Large-scale installations are crucial for time-shifting – adjusting production peaks from morning to afternoon and consumption in the evening. Equally important is their role in stabilising the electrical grid and managing excess production and surges in unpredictable demand, like that from electric vehicles. According to Terna data, only 2% of Italian plants had capacities over 500 kWh at the end of 2022. Taking action in this area is essential to incorporate the anticipated power from the “Fit for 55” initiative into the national grid.

In Sardinia, Plenitude has built its first utility-scale storage facility in Italy. Located in Assemini, near Cagliari and operational since June 2023, this facility is situated in the same industrial area as a 23 MW photovoltaic park. This proximity facilitates the sharing of connection infrastructures, which helps to minimise the overall construction costs of the facility. The Assemini facility, equipped with a 15 MW capacity and 9 MWh of energy storage, utilises battery modules based on Lithium Iron Phosphate (LFP) technology and represents one of the first utility scale storage systems integrated into the Italian National Transmission Network.
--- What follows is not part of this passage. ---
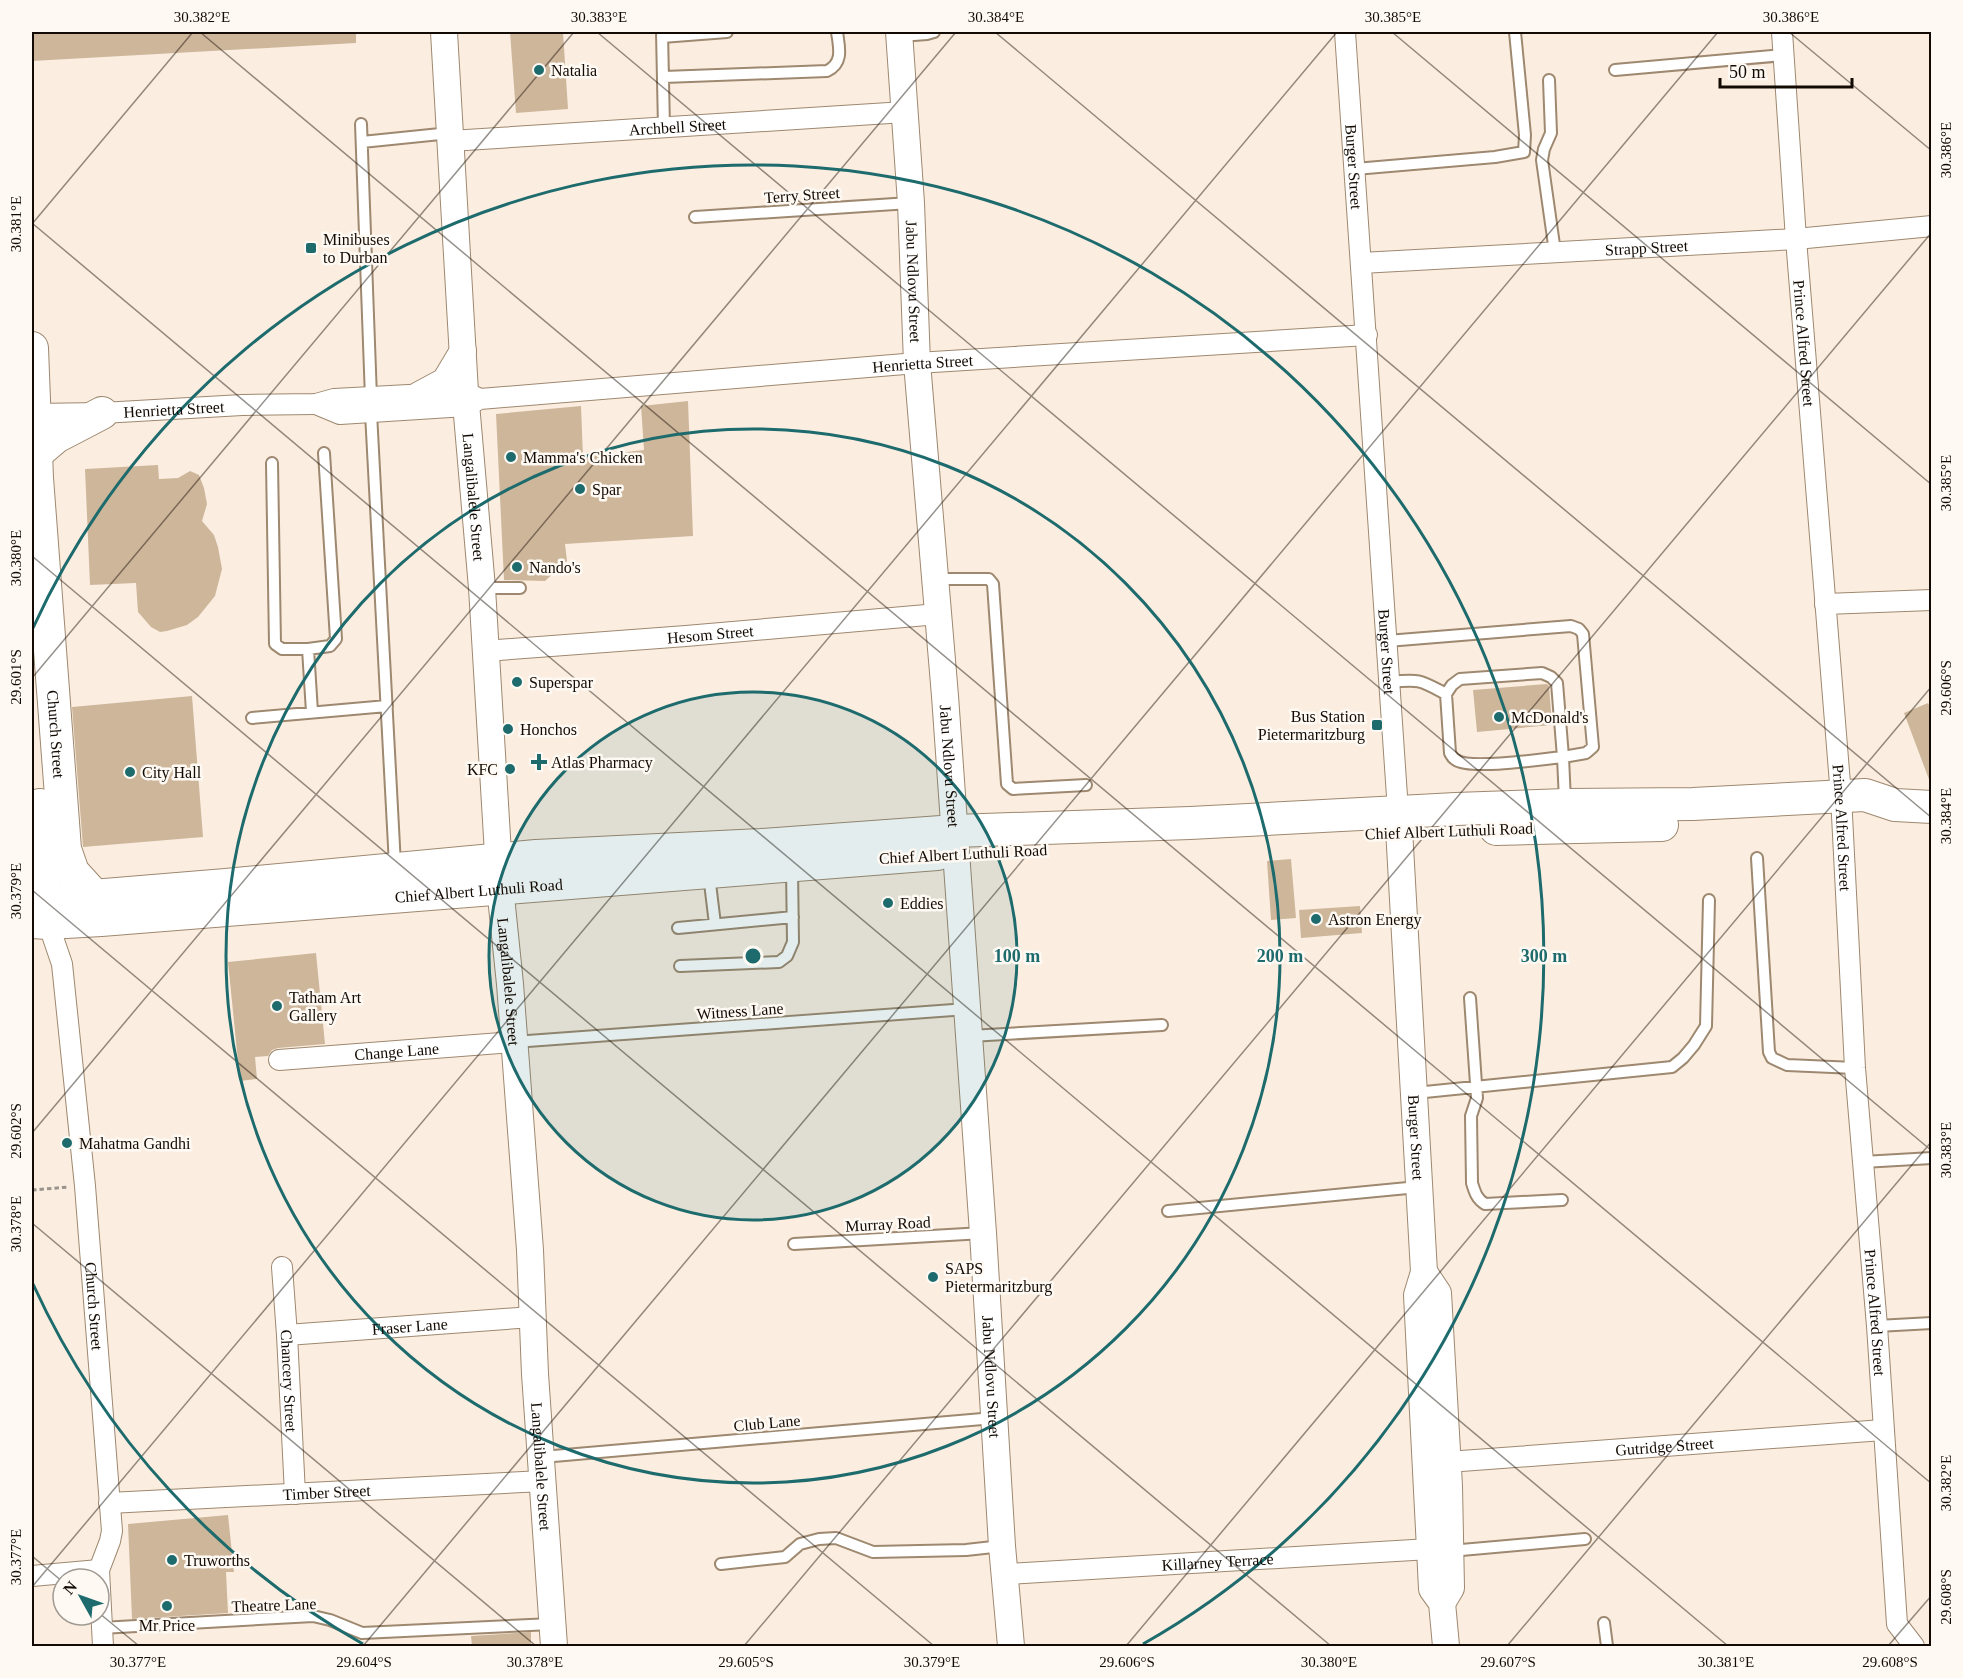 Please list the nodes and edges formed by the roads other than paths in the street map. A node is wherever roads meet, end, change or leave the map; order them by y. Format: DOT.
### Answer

The utility-scale plant in Assemini is important for its ability to offer Terna the “fast reserve” service for ultra-rapid frequency regulation, aimed at enhancing the stability of the network’s frequency in coordination with existing operations. This system significantly enhances the electrical grid’s security through its rapid activation capabilities, playing a crucial role in increasing the integration of renewable energies into Italy’s energy mix. Plenitude’s involvement in storage, however, extends beyond national borders. In 2022, the company added a facility in Texas, which features a system with a capacity of 200 MW and 200 MWh of storage. This project, even with different market conditions from those in Italy, underscores the strategic importance of electrochemical storage and provides essential stabilisation services to the grid, making it a vital resource in addressing the challenges posed by the growing integration of renewable energy sources.